An article in MIT Technology Review disputes that technology is destroying jobs, especially arguments from Brynjolfsson and McAfee which we've seen before.

Brynjolfsson and McAfee’s mistake comes from considering only first order effects of automation where the machine replaces the worker. But when a machine replaces a worker, there is a second order effect: the organization using the machine saves money and that money it flows back into to the economy either through lower prices, higher wages for the remaining workers, or higher profits. In all three cases that money gets spent which stimulates demand that other companies respond to by hiring more workers.

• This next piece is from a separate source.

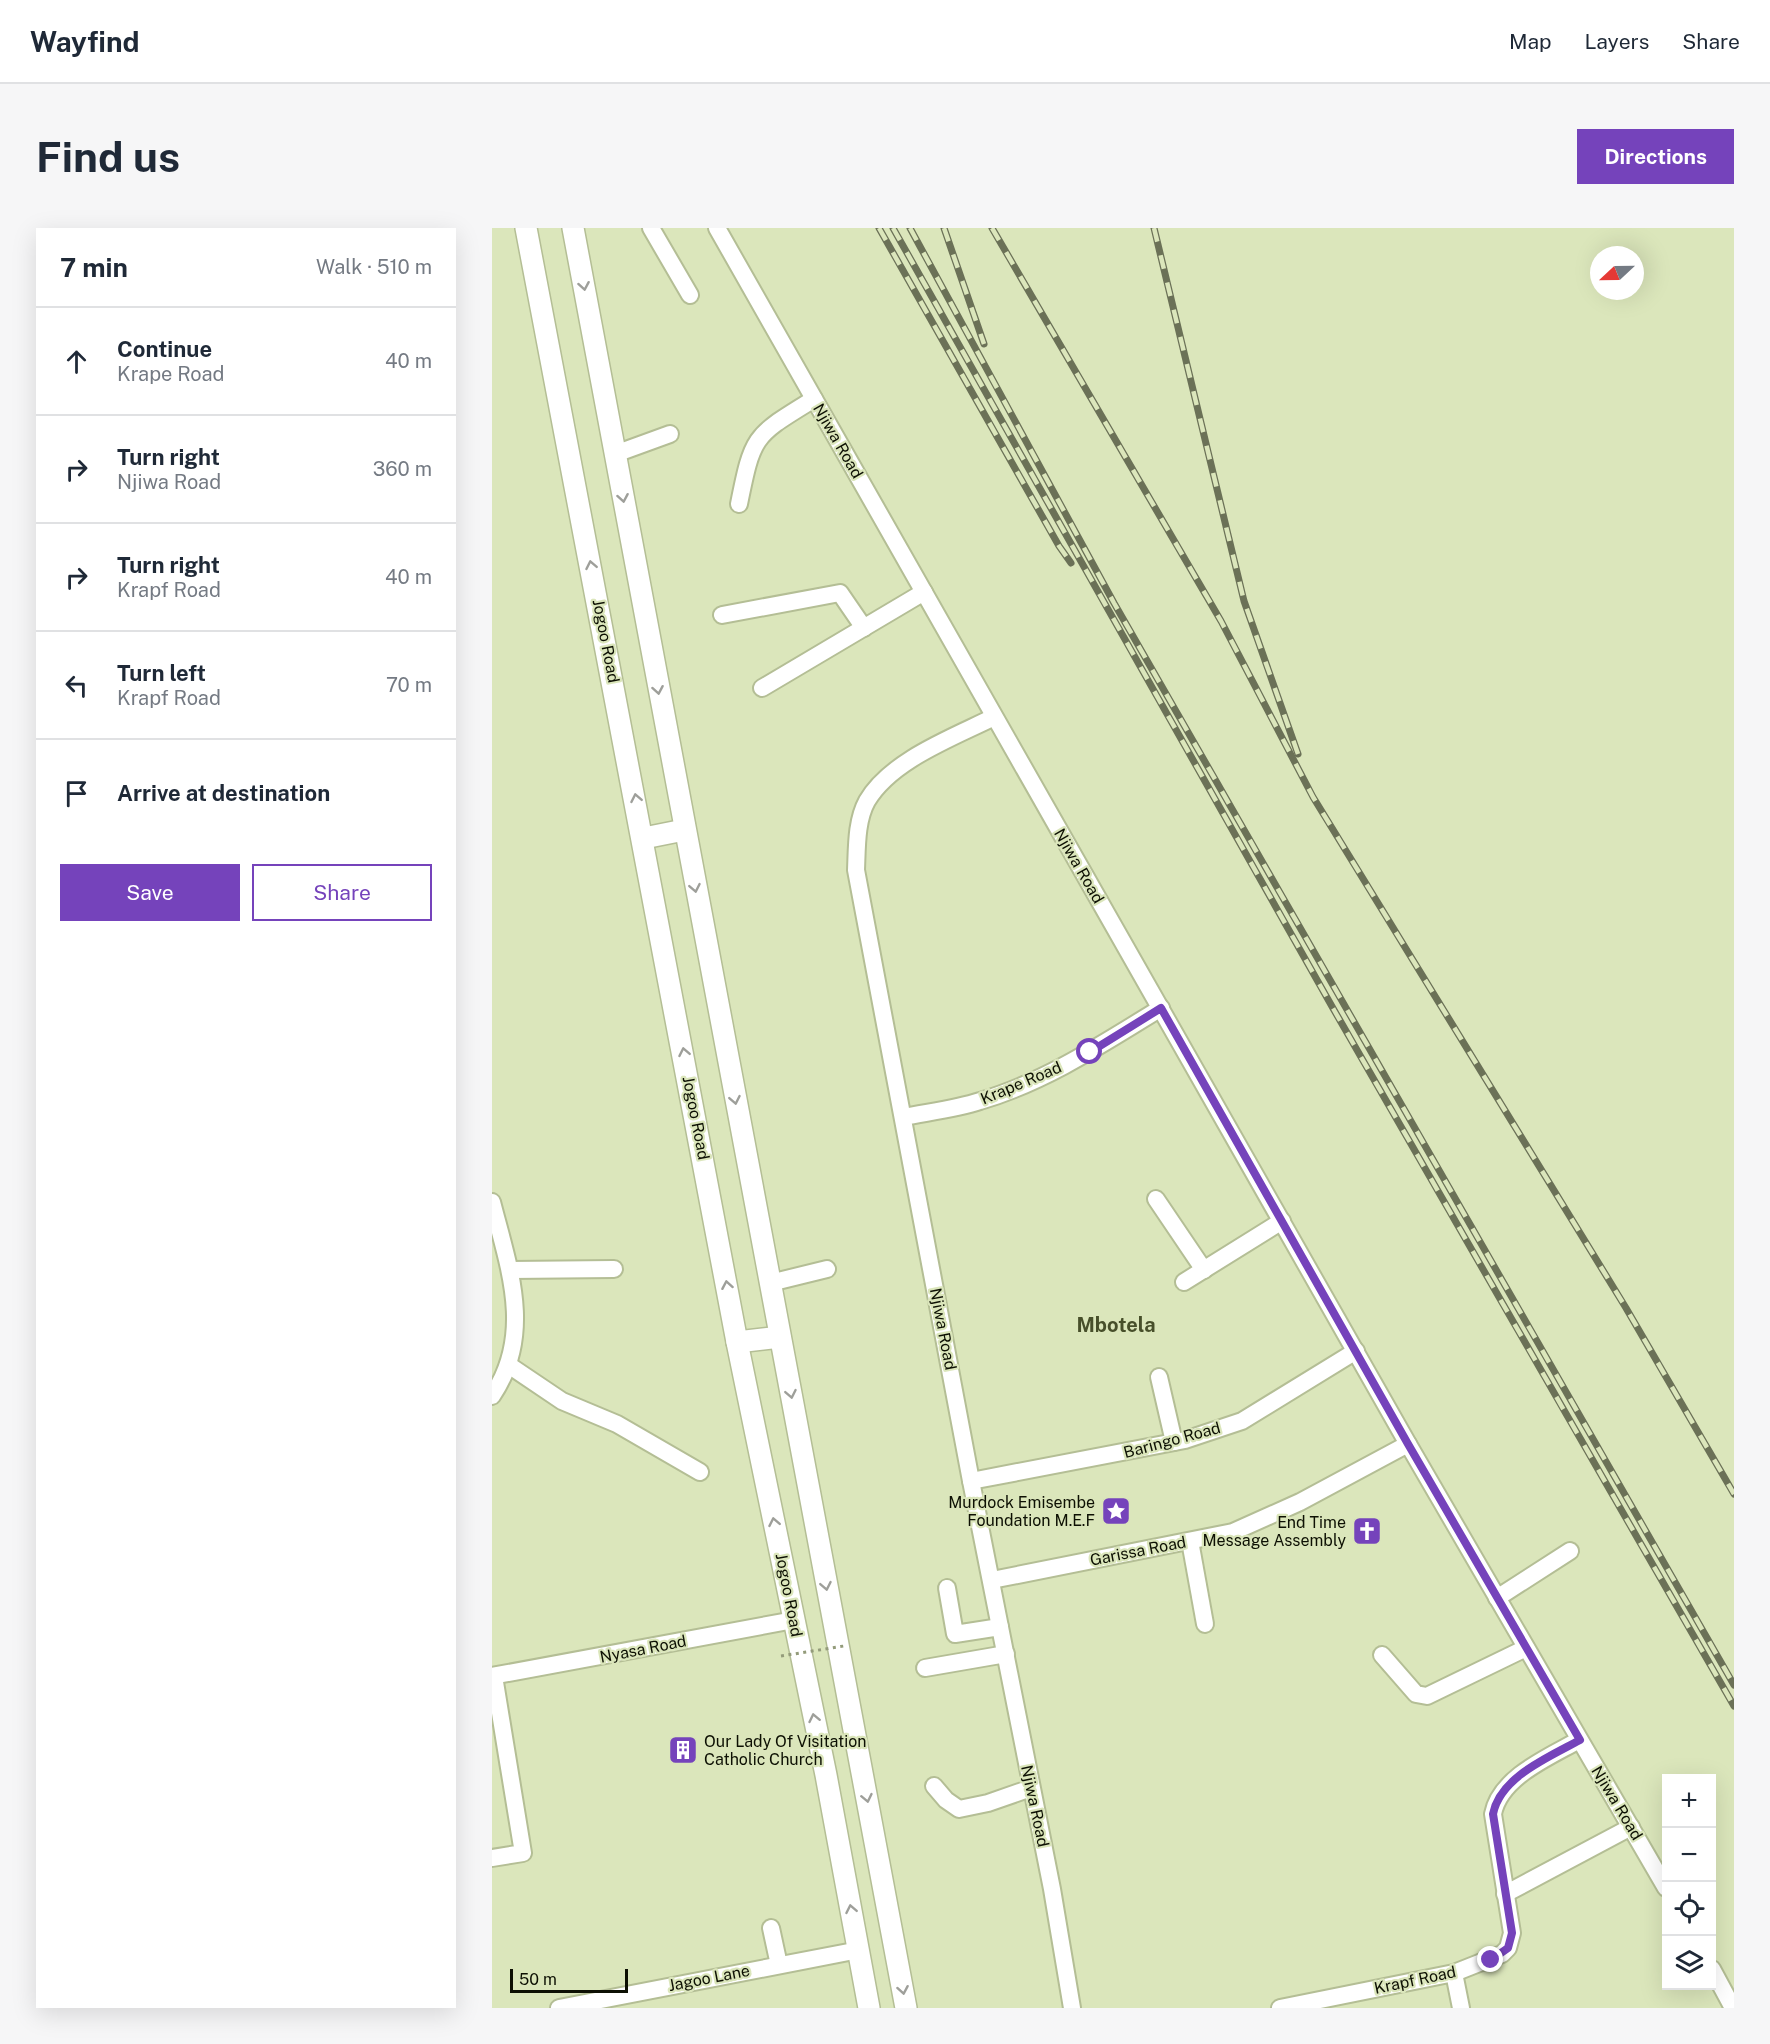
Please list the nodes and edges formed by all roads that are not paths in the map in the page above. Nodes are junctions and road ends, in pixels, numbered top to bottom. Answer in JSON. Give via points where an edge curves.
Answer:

It's the traditional argument that demand simply shifts to new goods and services. But it relies on the traditional assumption that new needs are similar in economic terms to the old ones. In the example above, what of the higher wages for the remaining workers induce them to take more leisure, so total wages remain the same or even fall? That has not happened much to date, but it is a matter of taste rather than economic law.

The fundamental issue is how and when things fall outside the monetary economy, so the flow above springs a leak. I keep arguing that more and more of the things we value as we rise up the hierarchy of needs are harder to package in monetary terms, because they are not excludable nor rival goods. As the underlying nature of the economy changes, our institutions have to adapt too.


Sunday, September 1, 2013

Who will prosper in the New world?

Tyler Cowen asks in the NYT:

Who will do well? THE CONSCIENTIOUS Within five years we will are likely to have the world’s best education, or close to it, online and free. But not everyone will sit down and go through the material without a professor pushing them to do the work. Those who are motivated to use online resources will do much, much better in the generations to come.

Motivation - those who have it, those who can inspire it - is one of the main themes. It's an interesting take. I agree motivation - including incentivizing behavior - is the key issue for the emerging new economy. That's why I've been so interested in some of the classic psychology on motivation, like Maslow.